▶ _INSTRUCTIONS TO FOLLOW_: Check each line of the listing for the word "Grissom" and give only the number of lines that have it.

▶ _SUPPLIED MATERIAL_:
..............................
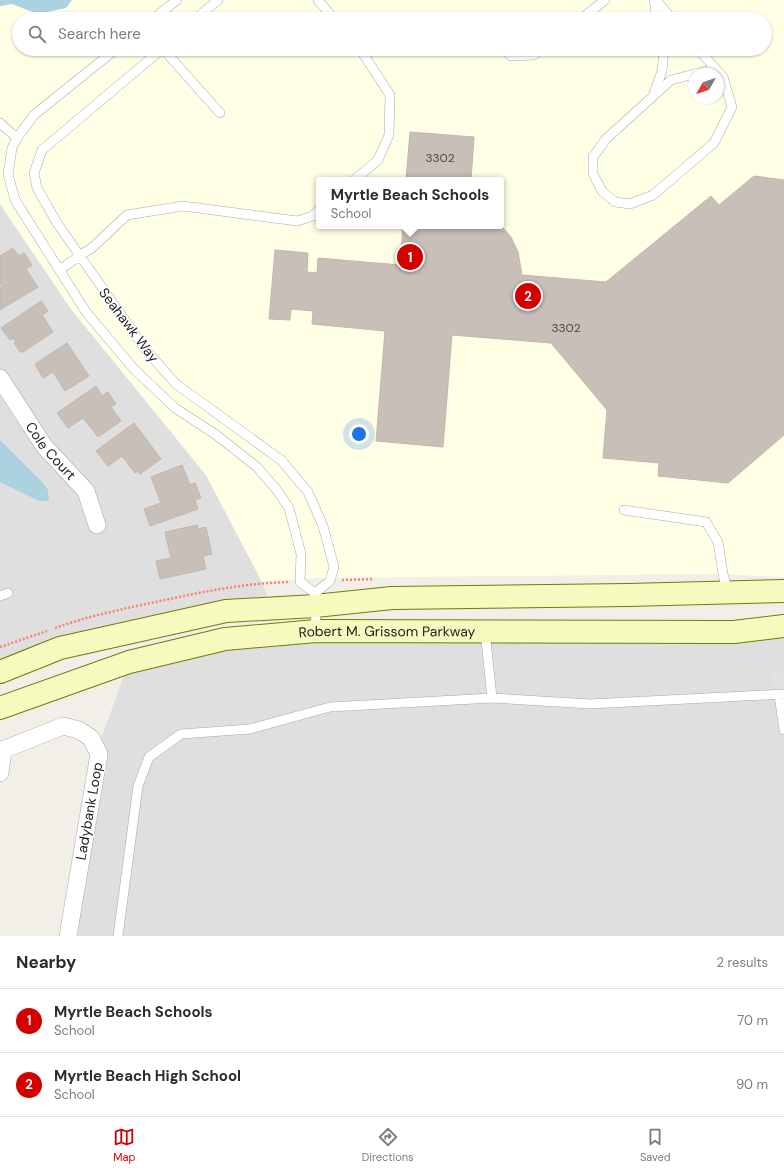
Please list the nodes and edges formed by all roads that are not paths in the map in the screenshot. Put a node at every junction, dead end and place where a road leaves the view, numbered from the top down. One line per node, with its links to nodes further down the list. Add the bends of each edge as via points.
1 (177, 0): 6 (lane)
2 (218, 0): 7 (lane)
3 (318, 0): 8 (lane)
4 (606, 0): 9 (lane)
5 (655, 0): 10 (lane); 11 (lane)
6 (162, 12)
7 (203, 12)
8 (328, 12)
9 (590, 12)
10 (656, 12)
11 (666, 12)
12 (107, 56): 24 (lane, Seahawk Way, via 34,115)
13 (155, 56): 27 (lane, Seahawk Way, via 42,150 34,173 37,188)
14 (169, 56): 22 (lane)
15 (366, 56): 25 (lane, via 390,95 389,135 378,160)
16 (663, 56): 21 (lane, via 662,71)
17 (704, 56): 18 (lane)
18 (714, 68)
19 (688, 76): 21 (lane, via 671,80)
20 (724, 80): 21 (lane, via 732,107 714,143 653,195 630,204 615,202 602,191 593,174 593,157 606,139)
21 (652, 97)
22 (220, 112)
23 (0, 123): 24 (lane)
24 (17, 138): 28 (lane, Seahawk Way, via 12,148 8,174 15,200)
25 (358, 177)
26 (316, 213): 27 (lane, via 296,221 183,206 127,215)
27 (80, 256): 28 (lane); 34 (lane, Seahawk Way, via 145,349 176,384 281,460 308,492 323,526 334,567 330,581)
28 (59, 270): 34 (lane, Seahawk Way, via 86,312 133,368 175,408 215,434 257,467 276,489 289,508 302,554 300,582)
29 (0, 378): 31 (street, Cole Court, via 44,446 86,491)
30 (624, 510): 33 (lane, via 706,522 718,542)
31 (97, 525)
32 (784, 591): 33 (main road, Robert M. Grissom Parkway)
33 (728, 593): 34 (main road, Robert M. Grissom Parkway)
34 (315, 600): 37 (lane); 38 (main road, Robert M. Grissom Parkway, via 226,611 60,648)
35 (784, 626): 36 (main road, Robert M. Grissom Parkway, via 734,632)
36 (485, 630): 37 (main road, Robert M. Grissom Parkway); 40 (lane)
37 (316, 631): 41 (main road, Robert M. Grissom Parkway, via 225,639 136,660)
38 (0, 672)
39 (782, 695): 40 (lane, via 590,704); 42 (lane)
40 (492, 698): 46 (lane, via 330,707 250,729 180,734 149,757 138,786)
41 (0, 708)
42 (784, 730)
43 (2, 750): 44 (street); 45 (street, Ladybank Loop, via 64,726 79,730 91,738 99,754)
44 (0, 773)
45 (68, 936)
46 (118, 936)

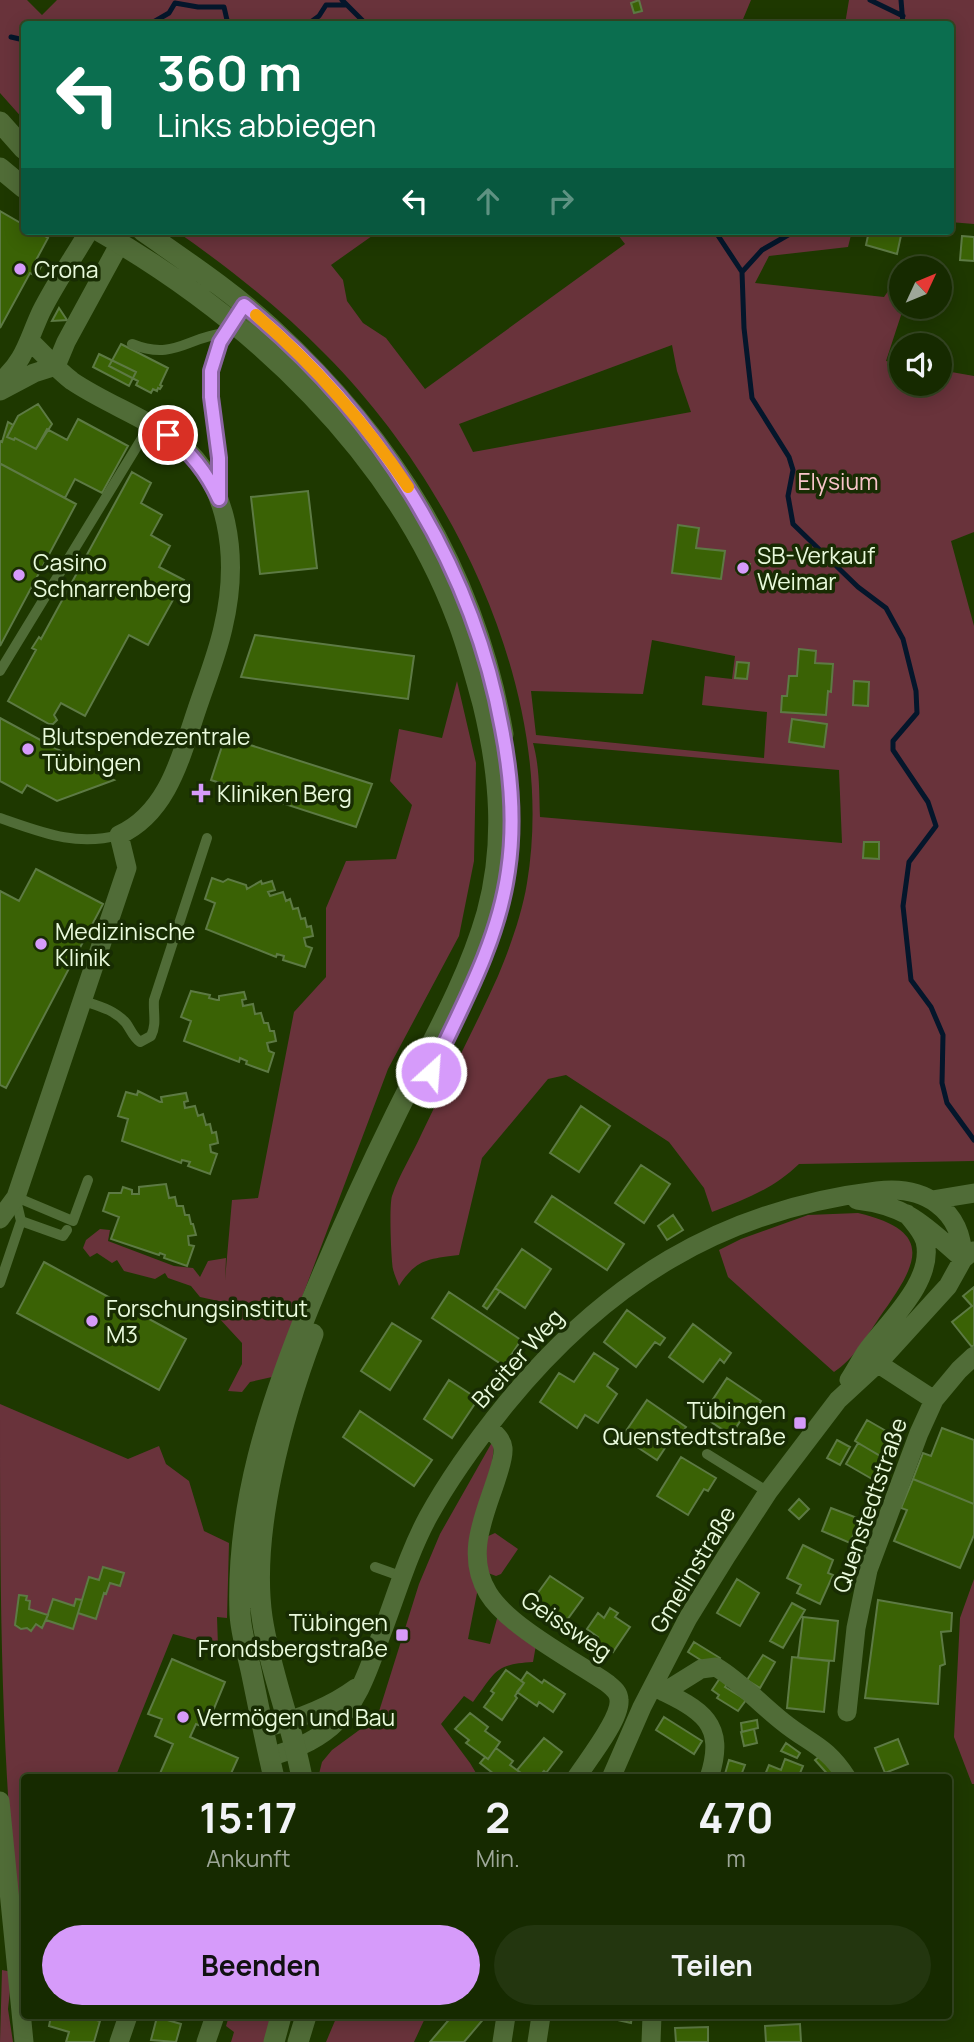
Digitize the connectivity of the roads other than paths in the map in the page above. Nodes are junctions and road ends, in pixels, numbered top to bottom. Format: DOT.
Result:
graph roads {
  1 [pos="0,122"];
  2 [pos="21,146"];
  3 [pos="0,168"];
  4 [pos="21,186"];
  5 [pos="87,235"];
  6 [pos="148,235"];
  7 [pos="117,237"];
  8 [pos="244,305"];
  9 [pos="228,328"];
  10 [pos="30,341"];
  11 [pos="132,344"];
  12 [pos="56,366"];
  13 [pos="0,382"];
  14 [pos="0,391"];
  15 [pos="150,425"];
  16 [pos="219,499"];
  17 [pos="0,671"];
  18 [pos="0,818"];
  19 [pos="119,835"];
  20 [pos="207,838"];
  21 [pos="84,1001"];
  22 [pos="88,1180"];
  23 [pos="974,1193"];
  24 [pos="16,1197"];
  25 [pos="836,1198"];
  26 [pos="932,1200"];
  27 [pos="907,1214"];
  28 [pos="0,1219"];
  29 [pos="21,1221"];
  30 [pos="67,1230"];
  31 [pos="969,1254"];
  32 [pos="0,1283"];
  33 [pos="974,1356"];
  34 [pos="871,1359"];
  35 [pos="934,1400"];
  36 [pos="488,1427"];
  37 [pos="707,1454"];
  38 [pos="768,1492"];
  39 [pos="375,1567"];
  40 [pos="403,1577"];
  41 [pos="362,1683"];
  42 [pos="658,1689"];
  43 [pos="847,1712"];
  44 [pos="288,1722"];
  45 [pos="263,1728"];
  46 [pos="296,1749"];
  47 [pos="269,1757"];
  48 [pos="273,1774"];
  49 [pos="301,1774"];
  50 [pos="579,1774"];
  51 [pos="613,1774"];
  52 [pos="710,1774"];
  53 [pos="844,1774"];
  54 [pos="0,1801"];
  55 [pos="127,2019"];
  56 [pos="214,2019"];
  57 [pos="280,2019"];
  58 [pos="305,2019"];
  59 [pos="506,2019"];
  60 [pos="541,2019"];
  61 [pos="652,2019"];
  62 [pos="24,2042"];
  63 [pos="119,2042"];
  64 [pos="206,2042"];
  65 [pos="274,2042"];
  66 [pos="298,2042"];
  67 [pos="502,2042"];
  68 [pos="537,2042"];
  69 [pos="650,2042"];
  1 -- 2 [label="street"];
  3 -- 4 [label="street"];
  5 -- 10 [label="street"];
  6 -- 8 [label="street"];
  7 -- 9 [label="street"];
  7 -- 12 [label="street"];
  8 -- 9 [label="lane"];
  8 -- 44 [label="street"];
  9 -- 11 [label="lane"];
  9 -- 16 [label="lane"];
  9 -- 45 [label="street"];
  10 -- 12 [label="street"];
  10 -- 13 [label="street"];
  12 -- 14 [label="street"];
  12 -- 15 [label="street"];
  15 -- 16 [label="street"];
  15 -- 17 [label="lane"];
  16 -- 19 [label="street"];
  18 -- 19 [label="lane"];
  19 -- 21 [label="street"];
  20 -- 21 [label="lane"];
  21 -- 24 [label="street"];
  22 -- 24 [label="lane"];
  23 -- 26 [label="street"];
  24 -- 28 [label="street"];
  24 -- 29 [label="lane"];
  25 -- 26 [label="street, Breiter Weg"];
  25 -- 27 [label="street, Breiter Weg"];
  25 -- 36 [label="street, Breiter Weg"];
  26 -- 31 [label="street"];
  27 -- 31 [label="street, Breiter Weg"];
  27 -- 34 [label="street, Gmelinstraße"];
  29 -- 30 [label="lane"];
  29 -- 32 [label="lane"];
  31 -- 34 [label="street, Gmelinstraße"];
  33 -- 35 [label="street, Quenstedtstraße"];
  34 -- 35 [label="street, Quenstedtstraße"];
  34 -- 38 [label="street, Gmelinstraße"];
  35 -- 43 [label="street, Quenstedtstraße"];
  36 -- 40 [label="street, Breiter Weg"];
  36 -- 50 [label="street, Geissweg"];
  37 -- 38 [label="lane"];
  38 -- 42 [label="street, Gmelinstraße"];
  39 -- 40 [label="lane"];
  40 -- 41 [label="street, Breiter Weg"];
  41 -- 44 [label="street"];
  41 -- 46 [label="street, Breiter Weg"];
  42 -- 51 [label="street, Gmelinstraße"];
  42 -- 52 [label="street"];
  42 -- 53 [label="street"];
  44 -- 45 [label="street"];
  44 -- 46 [label="street"];
  45 -- 47 [label="street"];
  46 -- 47 [label="street, Breiter Weg"];
  46 -- 49 [label="street"];
  47 -- 48 [label="street"];
  54 -- 62 [label="street"];
  55 -- 63 [label="street"];
  56 -- 64 [label="street"];
  57 -- 65 [label="street"];
  58 -- 66 [label="street"];
  59 -- 67 [label="street"];
  60 -- 68 [label="street"];
  61 -- 69 [label="street"];
}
..............................
▶ _ANSWER BOX_: 6